Вслух они ничего не сказали. Ползли по ленте к выходу, забыв про акул, осьминогов и Дори, пока не добрались до конца туннеля — до большого зала, в центре которого стоял бассейн с электрическими скатами.

— Хотите погладить? — спросил Чак. — Я научу, как правильно.
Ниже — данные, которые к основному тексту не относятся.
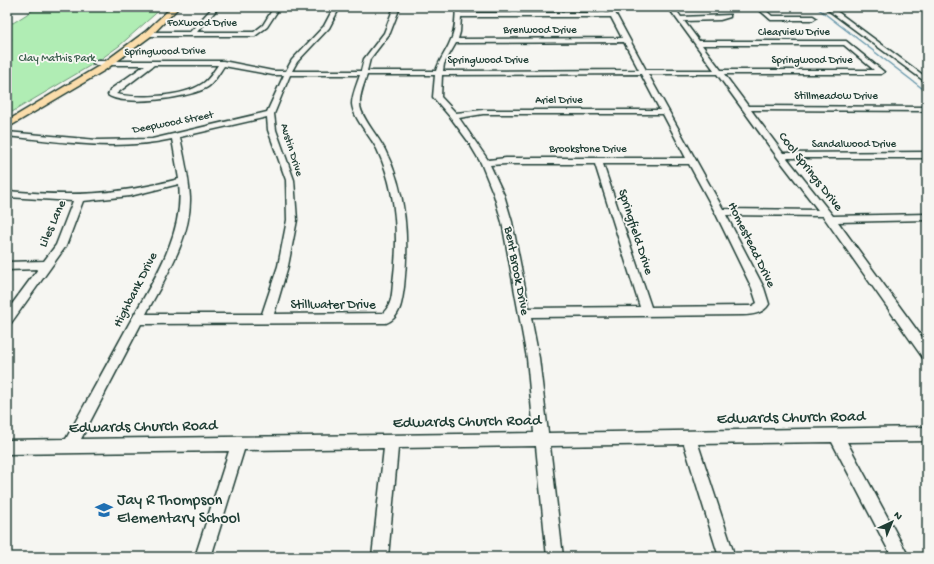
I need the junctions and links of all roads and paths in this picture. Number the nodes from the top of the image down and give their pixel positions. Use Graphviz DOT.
graph roads {
  1 [pos="166,7"];
  2 [pos="176,7"];
  3 [pos="216,7"];
  4 [pos="278,7"];
  5 [pos="337,7"];
  6 [pos="396,7"];
  7 [pos="671,7"];
  8 [pos="759,7"];
  9 [pos="827,7"];
  10 [pos="458,11"];
  11 [pos="611,11"];
  12 [pos="728,16"];
  13 [pos="679,18"];
  14 [pos="813,18"];
  15 [pos="148,34"];
  16 [pos="191,35"];
  17 [pos="626,40"];
  18 [pos="454,41"];
  19 [pos="697,43"];
  20 [pos="96,63"];
  21 [pos="152,63"];
  22 [pos="223,63"];
  23 [pos="108,64"];
  24 [pos="288,72"];
  25 [pos="363,72"];
  26 [pos="438,72"];
  27 [pos="644,72"];
  28 [pos="719,72"];
  29 [pos="881,72"];
  30 [pos="927,81"];
  31 [pos="746,108"];
  32 [pos="927,108"];
  33 [pos="666,112"];
  34 [pos="270,114"];
  35 [pos="7,116"];
  36 [pos="454,116"];
  37 [pos="7,125"];
  38 [pos="7,134"];
  39 [pos="176,136"];
  40 [pos="927,155"];
  41 [pos="782,156"];
  42 [pos="598,161"];
  43 [pos="692,161"];
  44 [pos="485,164"];
  45 [pos="182,181"];
  46 [pos="7,194"];
  47 [pos="80,197"];
  48 [pos="720,212"];
  49 [pos="828,216"];
  50 [pos="927,217"];
  51 [pos="48,265"];
  52 [pos="7,266"];
  53 [pos="647,312"];
  54 [pos="524,313"];
  55 [pos="267,318"];
  56 [pos="138,319"];
  57 [pos="7,320"];
  58 [pos="927,354"];
  59 [pos="927,434"];
  60 [pos="836,435"];
  61 [pos="689,438"];
  62 [pos="542,439"];
  63 [pos="392,441"];
  64 [pos="239,443"];
  65 [pos="70,446"];
  66 [pos="7,447"];
  67 [pos="203,557"];
  68 [pos="380,557"];
  69 [pos="555,557"];
  70 [pos="728,557"];
  71 [pos="901,557"];
  1 -- 20 [label="main road"];
  2 -- 15 [label="main road"];
  3 -- 16 [label="street"];
  4 -- 16 [label="street, Foxwood Drive"];
  5 -- 24 [label="street, Austin Drive"];
  6 -- 25 [label="street, Stillwater Drive"];
  7 -- 13 [label="street, Cool Springs Drive"];
  8 -- 14 [label="street"];
  9 -- 30 [label="street"];
  10 -- 11 [label="street"];
  10 -- 18 [label="street, Bent Brook Drive"];
  11 -- 17 [label="street, Homestead Drive"];
  12 -- 13 [label="street"];
  13 -- 19 [label="street, Cool Springs Drive"];
  15 -- 16 [label="street, Foxwood Drive"];
  15 -- 23 [label="main road"];
  17 -- 18 [label="street, Brenwood Drive"];
  17 -- 27 [label="street, Homestead Drive"];
  18 -- 26 [label="street, Bent Brook Drive"];
  19 -- 28 [label="street, Cool Springs Drive"];
  19 -- 29 [label="street, Clearview Drive"];
  20 -- 23 [label="street, Springwood Drive"];
  20 -- 35 [label="main road"];
  21 -- 22 [label="street, Springwood Drive"];
  21 -- 22 [label="street"];
  21 -- 23 [label="street, Springwood Drive"];
  22 -- 24 [label="street, Springwood Drive"];
  23 -- 37 [label="main road"];
  24 -- 25 [label="street, Springwood Drive"];
  24 -- 34 [label="street, Austin Drive"];
  25 -- 26 [label="street, Springwood Drive"];
  25 -- 55 [label="street, Stillwater Drive"];
  26 -- 27 [label="street, Springwood Drive"];
  26 -- 36 [label="street, Bent Brook Drive"];
  27 -- 28 [label="street, Springwood Drive"];
  27 -- 33 [label="street, Homestead Drive"];
  28 -- 29 [label="street, Springwood Drive"];
  28 -- 31 [label="street, Cool Springs Drive"];
  31 -- 32 [label="street, Stillmeadow Drive"];
  31 -- 41 [label="street, Cool Springs Drive"];
  33 -- 36 [label="street, Ariel Drive"];
  33 -- 43 [label="street, Homestead Drive"];
  34 -- 39 [label="street, Deepwood Street"];
  34 -- 55 [label="street, Austin Drive"];
  36 -- 44 [label="street, Bent Brook Drive"];
  38 -- 39 [label="street, Deepwood Street"];
  39 -- 45 [label="street, Highbank Drive"];
  40 -- 41 [label="street, Sandalwood Drive"];
  41 -- 49 [label="street, Cool Springs Drive"];
  42 -- 43 [label="street, Brookstone Drive"];
  42 -- 44 [label="street, Brookstone Drive"];
  42 -- 53 [label="street, Springfield Drive"];
  43 -- 48 [label="street, Homestead Drive"];
  44 -- 54 [label="street, Bent Brook Drive"];
  45 -- 47 [label="street"];
  45 -- 56 [label="street, Highbank Drive"];
  46 -- 47 [label="street"];
  47 -- 51 [label="street, Liles Lane"];
  48 -- 49 [label="street"];
  48 -- 53 [label="street, Homestead Drive"];
  49 -- 50 [label="street"];
  49 -- 58 [label="street, Cool Springs Drive"];
  51 -- 52 [label="street"];
  51 -- 57 [label="street, Liles Lane"];
  53 -- 54 [label="street, Homestead Drive"];
  54 -- 62 [label="street, Bent Brook Drive"];
  55 -- 56 [label="street, Stillwater Drive"];
  56 -- 65 [label="street, Highbank Drive"];
  59 -- 60 [label="street, Edwards Church Road"];
  60 -- 61 [label="street, Edwards Church Road"];
  60 -- 71 [label="street"];
  61 -- 62 [label="street, Edwards Church Road"];
  61 -- 70 [label="street"];
  62 -- 63 [label="street, Edwards Church Road"];
  62 -- 69 [label="street, Bent Brook Drive"];
  63 -- 64 [label="street, Edwards Church Road"];
  63 -- 68 [label="street"];
  64 -- 65 [label="street, Edwards Church Road"];
  64 -- 67 [label="street"];
  65 -- 66 [label="street, Edwards Church Road"];
}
Маша задумчиво кивает. Маша рассеянно отказывается. Маша гладит ската — двумя пальцами по направлению движения, холодная вода, шершавая шкурка, плотная ткань штанов, о которую она вытирает руку. Маша смотрит куда-то в стену, указательный и средний пальцы ее правой руки чувствуют холод и влагу, им немного щекотно, потом — еще раз. Щекотно, но Маша морщится, как от боли. Маша удивленно вскидывает брови, потом хмурится. «Боже мой», — думает Маша. «Ну и дерьмо», — думает Маша. Чак зовет их перекусить, но Маша и Маша категорически просятся домой.

Первую неделю было особенно тяжело. Маша засыпает долго и мучительно (даже в самые спокойные дни). Маша — лишь коснувшись подушки (даже в самые тяжелые времена). До первой чашки кофе Маша недееспособна, Маша же просыпается и сразу начинает планировать новый день. Маша любит острое и булочки, Маша который год сидит на диете. Пока Маша обдумывает ответ, Маша выстраивает десять теорий — и от этого у обеих каша в голове.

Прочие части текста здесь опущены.